→ Required action: Give all of the data below again exactly, and drop the images.
· · · · ·
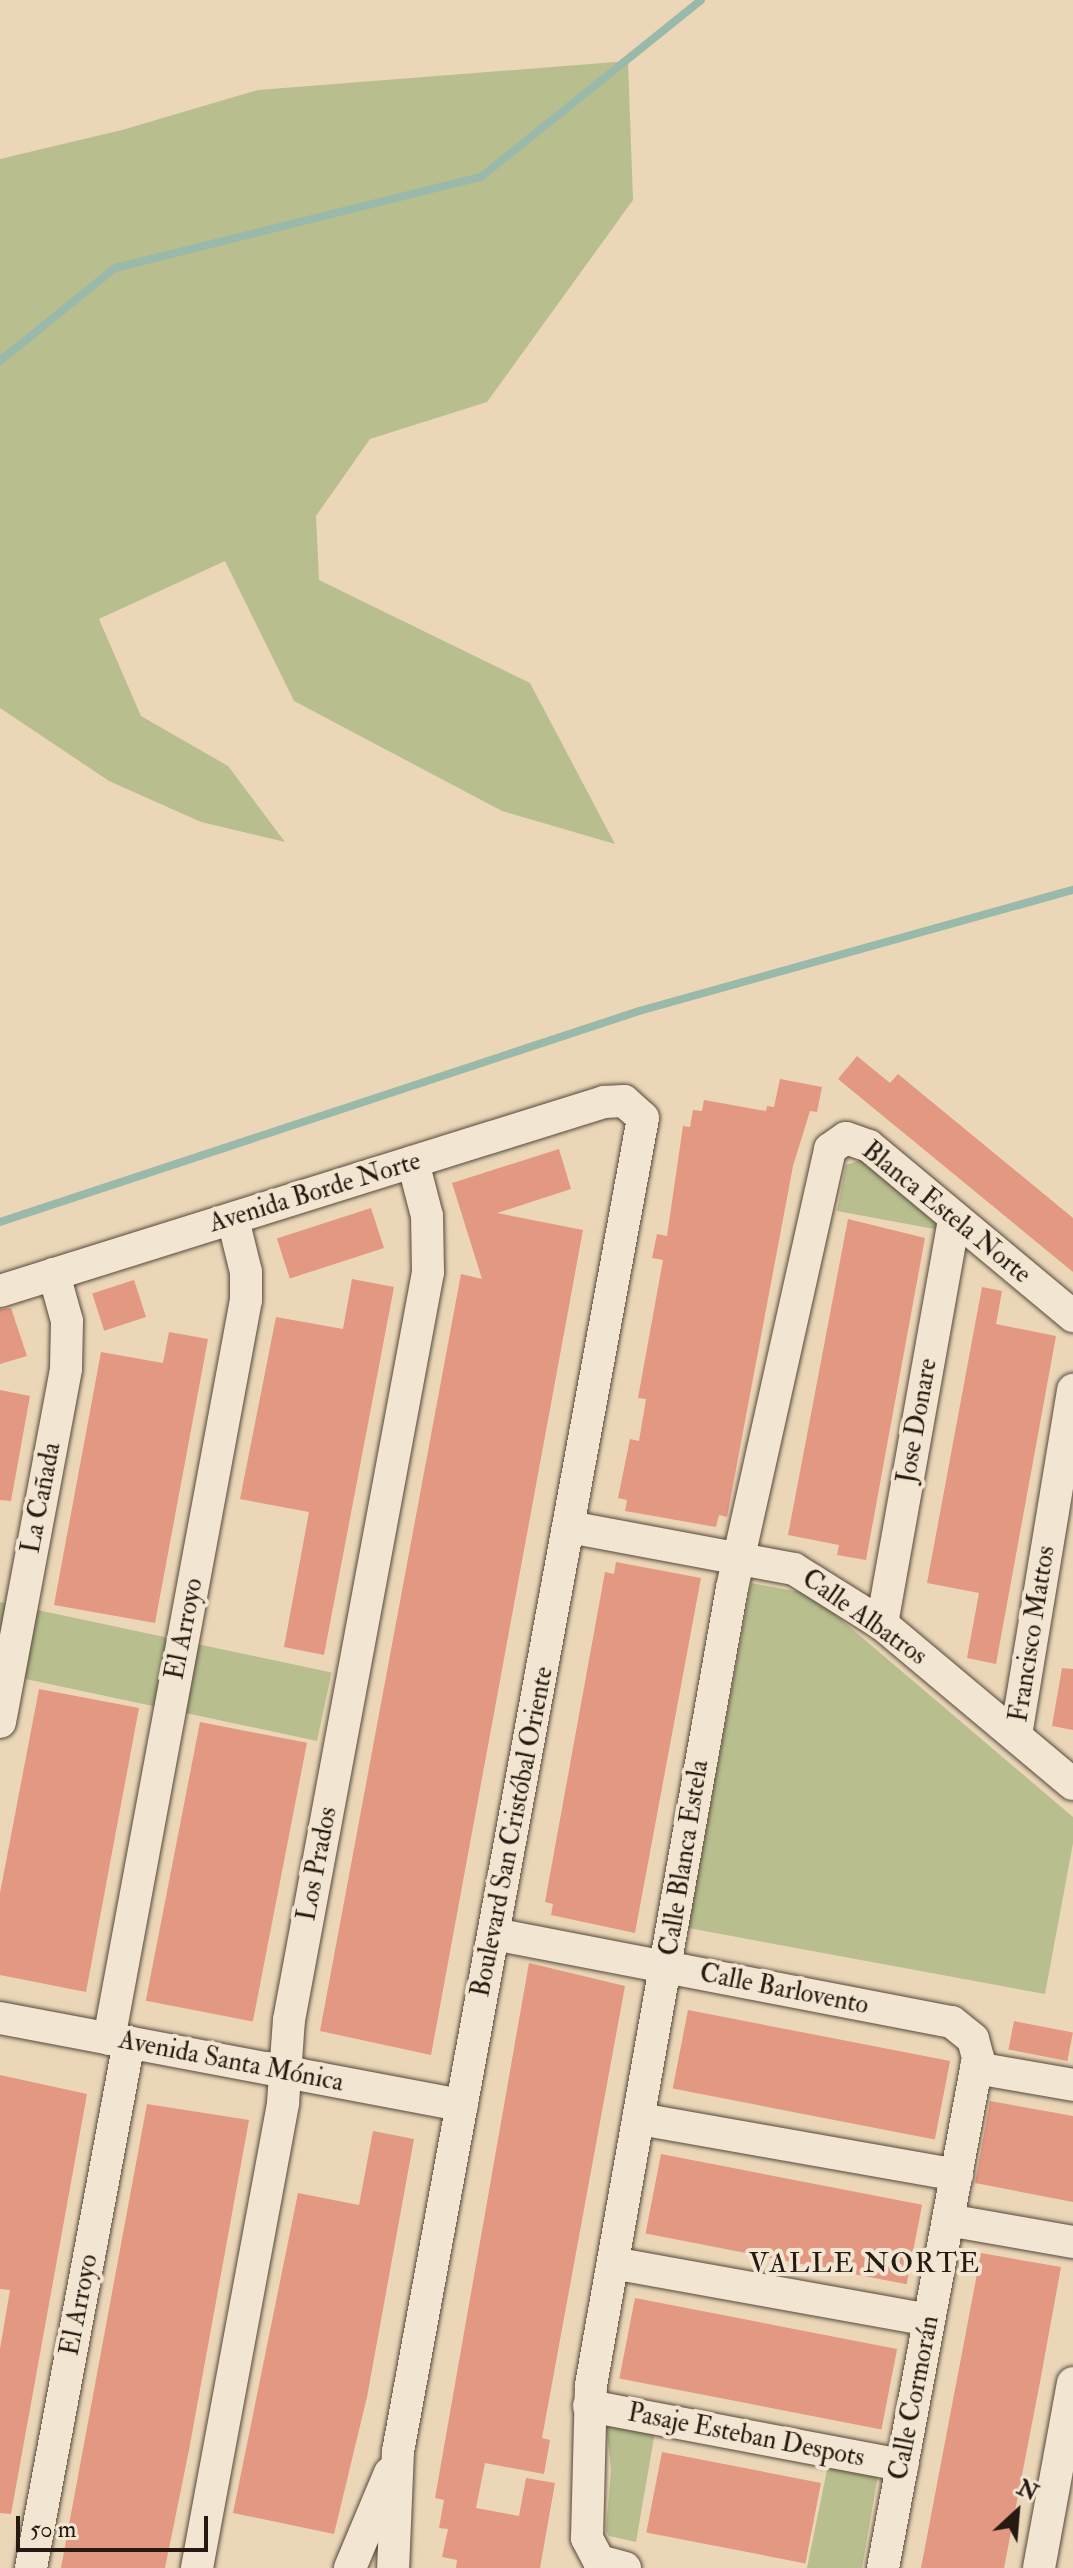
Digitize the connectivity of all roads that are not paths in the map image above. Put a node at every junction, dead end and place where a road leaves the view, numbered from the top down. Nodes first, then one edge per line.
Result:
1 (630, 1103) joint
2 (413, 1162) junction
3 (823, 1165) joint
4 (954, 1218) junction
5 (233, 1219) junction
6 (54, 1274) junction
7 (0, 1291) edge
8 (1073, 1316) edge
9 (1073, 1390) edge
10 (569, 1527) junction
11 (740, 1555) junction
12 (882, 1624) junction
13 (0, 1722) edge
14 (1016, 1735) junction
15 (1073, 1784) edge
16 (494, 1934) junction
17 (668, 1968) junction
18 (0, 2018) edge
19 (119, 2041) junction
20 (975, 2053) junction
21 (285, 2072) junction
22 (1073, 2085) edge
23 (462, 2105) junction
24 (640, 2119) junction
25 (957, 2175) junction
26 (948, 2220) junction
27 (1073, 2242) edge
28 (613, 2263) junction
29 (929, 2320) junction
30 (1073, 2383) edge
31 (589, 2406) junction
32 (398, 2451) junction
33 (902, 2465) junction
34 (31, 2568) edge
35 (197, 2568) edge
36 (350, 2568) edge
37 (393, 2568) edge
38 (625, 2568) edge
39 (883, 2568) edge
40 (1039, 2568) edge

1 - 2 street, Avenida Borde Norte
1 - 10 street, Boulevard San Cristóbal Oriente
2 - 5 street, Avenida Borde Norte
2 - 21 street, Los Prados
3 - 4 street, Blanca Estela Norte
3 - 11 street, Calle Blanca Estela
4 - 8 street, Blanca Estela Norte
4 - 12 street, Jose Donare
5 - 6 street, Avenida Borde Norte
5 - 19 street, El Arroyo
6 - 7 street, Avenida Borde Norte
6 - 13 street, La Cañada
9 - 14 street, Francisco Mattos
10 - 11 street, Calle Albatros
10 - 16 street, Boulevard San Cristóbal Oriente
11 - 12 street, Calle Albatros
11 - 17 street, Calle Blanca Estela
12 - 14 street, Calle Albatros
14 - 15 street, Calle Albatros
16 - 17 street, Calle Barlovento
16 - 23 street, Boulevard San Cristóbal Oriente
17 - 20 street, Calle Barlovento
17 - 24 street, Calle Blanca Estela
18 - 19 street, Avenida Santa Mónica
19 - 21 street, Avenida Santa Mónica
19 - 34 street, El Arroyo
20 - 22 street, Calle Barlovento
20 - 25 street, Calle Cormorán
21 - 23 street, Avenida Santa Mónica
21 - 35 street, Los Prados
23 - 32 street, Boulevard San Cristóbal Oriente
24 - 25 street
24 - 28 street, Calle Blanca Estela
25 - 26 street, Calle Cormorán
26 - 27 street
26 - 29 street, Calle Cormorán
28 - 29 street
28 - 31 street, Calle Blanca Estela
29 - 33 street, Calle Cormorán
30 - 40 street
31 - 33 street, Pasaje Esteban Despots
31 - 38 street, Calle Blanca Estela
32 - 36 street
32 - 37 street, Boulevard San Cristóbal Oriente
33 - 39 street, Calle Cormorán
· · · · ·
→ Task answer:
Digitize the connectivity of all roads that are not paths in the map image above. Put a node at every junction, dead end and place where a road leaves the view, numbered from the top down. Nodes first, then one edge per line.
Result:
1 (630, 1103) joint
2 (413, 1162) junction
3 (823, 1165) joint
4 (954, 1218) junction
5 (233, 1219) junction
6 (54, 1274) junction
7 (0, 1291) edge
8 (1073, 1316) edge
9 (1073, 1390) edge
10 (569, 1527) junction
11 (740, 1555) junction
12 (882, 1624) junction
13 (0, 1722) edge
14 (1016, 1735) junction
15 (1073, 1784) edge
16 (494, 1934) junction
17 (668, 1968) junction
18 (0, 2018) edge
19 (119, 2041) junction
20 (975, 2053) junction
21 (285, 2072) junction
22 (1073, 2085) edge
23 (462, 2105) junction
24 (640, 2119) junction
25 (957, 2175) junction
26 (948, 2220) junction
27 (1073, 2242) edge
28 (613, 2263) junction
29 (929, 2320) junction
30 (1073, 2383) edge
31 (589, 2406) junction
32 (398, 2451) junction
33 (902, 2465) junction
34 (31, 2568) edge
35 (197, 2568) edge
36 (350, 2568) edge
37 (393, 2568) edge
38 (625, 2568) edge
39 (883, 2568) edge
40 (1039, 2568) edge

1 - 2 street, Avenida Borde Norte
1 - 10 street, Boulevard San Cristóbal Oriente
2 - 5 street, Avenida Borde Norte
2 - 21 street, Los Prados
3 - 4 street, Blanca Estela Norte
3 - 11 street, Calle Blanca Estela
4 - 8 street, Blanca Estela Norte
4 - 12 street, Jose Donare
5 - 6 street, Avenida Borde Norte
5 - 19 street, El Arroyo
6 - 7 street, Avenida Borde Norte
6 - 13 street, La Cañada
9 - 14 street, Francisco Mattos
10 - 11 street, Calle Albatros
10 - 16 street, Boulevard San Cristóbal Oriente
11 - 12 street, Calle Albatros
11 - 17 street, Calle Blanca Estela
12 - 14 street, Calle Albatros
14 - 15 street, Calle Albatros
16 - 17 street, Calle Barlovento
16 - 23 street, Boulevard San Cristóbal Oriente
17 - 20 street, Calle Barlovento
17 - 24 street, Calle Blanca Estela
18 - 19 street, Avenida Santa Mónica
19 - 21 street, Avenida Santa Mónica
19 - 34 street, El Arroyo
20 - 22 street, Calle Barlovento
20 - 25 street, Calle Cormorán
21 - 23 street, Avenida Santa Mónica
21 - 35 street, Los Prados
23 - 32 street, Boulevard San Cristóbal Oriente
24 - 25 street
24 - 28 street, Calle Blanca Estela
25 - 26 street, Calle Cormorán
26 - 27 street
26 - 29 street, Calle Cormorán
28 - 29 street
28 - 31 street, Calle Blanca Estela
29 - 33 street, Calle Cormorán
30 - 40 street
31 - 33 street, Pasaje Esteban Despots
31 - 38 street, Calle Blanca Estela
32 - 36 street
32 - 37 street, Boulevard San Cristóbal Oriente
33 - 39 street, Calle Cormorán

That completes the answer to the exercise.